Each record is to be printed again precisely as it reads.

* **Task material**:
_ _ _ _

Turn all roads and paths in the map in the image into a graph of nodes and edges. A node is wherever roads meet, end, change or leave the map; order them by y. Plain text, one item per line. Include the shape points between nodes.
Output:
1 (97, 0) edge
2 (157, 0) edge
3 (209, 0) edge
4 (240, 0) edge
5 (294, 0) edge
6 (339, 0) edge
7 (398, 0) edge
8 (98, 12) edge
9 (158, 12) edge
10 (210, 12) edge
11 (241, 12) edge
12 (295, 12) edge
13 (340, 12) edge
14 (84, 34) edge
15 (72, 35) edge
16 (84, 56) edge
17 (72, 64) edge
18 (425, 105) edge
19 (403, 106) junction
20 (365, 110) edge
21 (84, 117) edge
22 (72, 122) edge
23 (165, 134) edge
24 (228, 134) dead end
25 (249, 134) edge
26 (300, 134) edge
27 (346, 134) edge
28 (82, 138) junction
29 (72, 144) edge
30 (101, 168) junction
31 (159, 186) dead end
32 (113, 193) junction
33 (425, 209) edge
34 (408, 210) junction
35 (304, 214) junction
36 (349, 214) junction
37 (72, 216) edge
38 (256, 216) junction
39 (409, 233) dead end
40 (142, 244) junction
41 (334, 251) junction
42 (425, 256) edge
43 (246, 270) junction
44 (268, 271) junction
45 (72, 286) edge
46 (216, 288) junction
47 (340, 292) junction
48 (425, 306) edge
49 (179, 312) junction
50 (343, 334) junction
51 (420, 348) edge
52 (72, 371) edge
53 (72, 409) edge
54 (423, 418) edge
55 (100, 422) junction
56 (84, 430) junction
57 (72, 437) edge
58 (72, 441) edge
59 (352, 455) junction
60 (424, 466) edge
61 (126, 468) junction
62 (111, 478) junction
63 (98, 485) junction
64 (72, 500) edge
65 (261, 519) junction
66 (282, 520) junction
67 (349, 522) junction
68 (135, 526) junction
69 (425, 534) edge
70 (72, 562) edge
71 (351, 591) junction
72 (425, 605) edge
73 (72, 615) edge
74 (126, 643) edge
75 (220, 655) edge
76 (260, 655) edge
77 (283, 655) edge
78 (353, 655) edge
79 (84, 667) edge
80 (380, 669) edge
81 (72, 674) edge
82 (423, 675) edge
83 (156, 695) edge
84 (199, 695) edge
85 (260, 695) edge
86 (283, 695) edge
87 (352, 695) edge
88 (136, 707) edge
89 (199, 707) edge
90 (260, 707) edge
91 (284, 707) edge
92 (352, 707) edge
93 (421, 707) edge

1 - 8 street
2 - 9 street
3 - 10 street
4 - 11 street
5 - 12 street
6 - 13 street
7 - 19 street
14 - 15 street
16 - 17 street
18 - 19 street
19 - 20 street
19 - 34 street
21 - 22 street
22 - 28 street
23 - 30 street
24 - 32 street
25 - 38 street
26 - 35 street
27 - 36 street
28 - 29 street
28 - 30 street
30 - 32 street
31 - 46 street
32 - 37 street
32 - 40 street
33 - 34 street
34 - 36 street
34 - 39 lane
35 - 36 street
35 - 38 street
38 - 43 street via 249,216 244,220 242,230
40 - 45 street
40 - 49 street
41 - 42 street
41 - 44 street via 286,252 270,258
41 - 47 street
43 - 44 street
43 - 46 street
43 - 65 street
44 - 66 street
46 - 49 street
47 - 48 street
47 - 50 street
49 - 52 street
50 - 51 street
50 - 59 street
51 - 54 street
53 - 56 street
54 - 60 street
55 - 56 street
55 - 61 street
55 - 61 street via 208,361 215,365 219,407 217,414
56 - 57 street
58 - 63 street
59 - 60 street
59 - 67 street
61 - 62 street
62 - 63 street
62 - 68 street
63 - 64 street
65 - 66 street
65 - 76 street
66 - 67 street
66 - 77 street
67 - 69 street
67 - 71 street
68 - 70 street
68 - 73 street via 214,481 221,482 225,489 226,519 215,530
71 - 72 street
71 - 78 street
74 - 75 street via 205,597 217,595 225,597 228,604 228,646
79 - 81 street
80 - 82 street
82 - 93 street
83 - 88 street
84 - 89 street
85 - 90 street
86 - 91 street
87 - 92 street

_ _ _ _

* **Your solution**:
Turn all roads and paths in the map in the image into a graph of nodes and edges. A node is wherever roads meet, end, change or leave the map; order them by y. Plain text, one item per line. Include the shape points between nodes.
Output:
1 (97, 0) edge
2 (157, 0) edge
3 (209, 0) edge
4 (240, 0) edge
5 (294, 0) edge
6 (339, 0) edge
7 (398, 0) edge
8 (98, 12) edge
9 (158, 12) edge
10 (210, 12) edge
11 (241, 12) edge
12 (295, 12) edge
13 (340, 12) edge
14 (84, 34) edge
15 (72, 35) edge
16 (84, 56) edge
17 (72, 64) edge
18 (425, 105) edge
19 (403, 106) junction
20 (365, 110) edge
21 (84, 117) edge
22 (72, 122) edge
23 (165, 134) edge
24 (228, 134) dead end
25 (249, 134) edge
26 (300, 134) edge
27 (346, 134) edge
28 (82, 138) junction
29 (72, 144) edge
30 (101, 168) junction
31 (159, 186) dead end
32 (113, 193) junction
33 (425, 209) edge
34 (408, 210) junction
35 (304, 214) junction
36 (349, 214) junction
37 (72, 216) edge
38 (256, 216) junction
39 (409, 233) dead end
40 (142, 244) junction
41 (334, 251) junction
42 (425, 256) edge
43 (246, 270) junction
44 (268, 271) junction
45 (72, 286) edge
46 (216, 288) junction
47 (340, 292) junction
48 (425, 306) edge
49 (179, 312) junction
50 (343, 334) junction
51 (420, 348) edge
52 (72, 371) edge
53 (72, 409) edge
54 (423, 418) edge
55 (100, 422) junction
56 (84, 430) junction
57 (72, 437) edge
58 (72, 441) edge
59 (352, 455) junction
60 (424, 466) edge
61 (126, 468) junction
62 (111, 478) junction
63 (98, 485) junction
64 (72, 500) edge
65 (261, 519) junction
66 (282, 520) junction
67 (349, 522) junction
68 (135, 526) junction
69 (425, 534) edge
70 (72, 562) edge
71 (351, 591) junction
72 (425, 605) edge
73 (72, 615) edge
74 (126, 643) edge
75 (220, 655) edge
76 (260, 655) edge
77 (283, 655) edge
78 (353, 655) edge
79 (84, 667) edge
80 (380, 669) edge
81 (72, 674) edge
82 (423, 675) edge
83 (156, 695) edge
84 (199, 695) edge
85 (260, 695) edge
86 (283, 695) edge
87 (352, 695) edge
88 (136, 707) edge
89 (199, 707) edge
90 (260, 707) edge
91 (284, 707) edge
92 (352, 707) edge
93 (421, 707) edge

1 - 8 street
2 - 9 street
3 - 10 street
4 - 11 street
5 - 12 street
6 - 13 street
7 - 19 street
14 - 15 street
16 - 17 street
18 - 19 street
19 - 20 street
19 - 34 street
21 - 22 street
22 - 28 street
23 - 30 street
24 - 32 street
25 - 38 street
26 - 35 street
27 - 36 street
28 - 29 street
28 - 30 street
30 - 32 street
31 - 46 street
32 - 37 street
32 - 40 street
33 - 34 street
34 - 36 street
34 - 39 lane
35 - 36 street
35 - 38 street
38 - 43 street via 249,216 244,220 242,230
40 - 45 street
40 - 49 street
41 - 42 street
41 - 44 street via 286,252 270,258
41 - 47 street
43 - 44 street
43 - 46 street
43 - 65 street
44 - 66 street
46 - 49 street
47 - 48 street
47 - 50 street
49 - 52 street
50 - 51 street
50 - 59 street
51 - 54 street
53 - 56 street
54 - 60 street
55 - 56 street
55 - 61 street
55 - 61 street via 208,361 215,365 219,407 217,414
56 - 57 street
58 - 63 street
59 - 60 street
59 - 67 street
61 - 62 street
62 - 63 street
62 - 68 street
63 - 64 street
65 - 66 street
65 - 76 street
66 - 67 street
66 - 77 street
67 - 69 street
67 - 71 street
68 - 70 street
68 - 73 street via 214,481 221,482 225,489 226,519 215,530
71 - 72 street
71 - 78 street
74 - 75 street via 205,597 217,595 225,597 228,604 228,646
79 - 81 street
80 - 82 street
82 - 93 street
83 - 88 street
84 - 89 street
85 - 90 street
86 - 91 street
87 - 92 street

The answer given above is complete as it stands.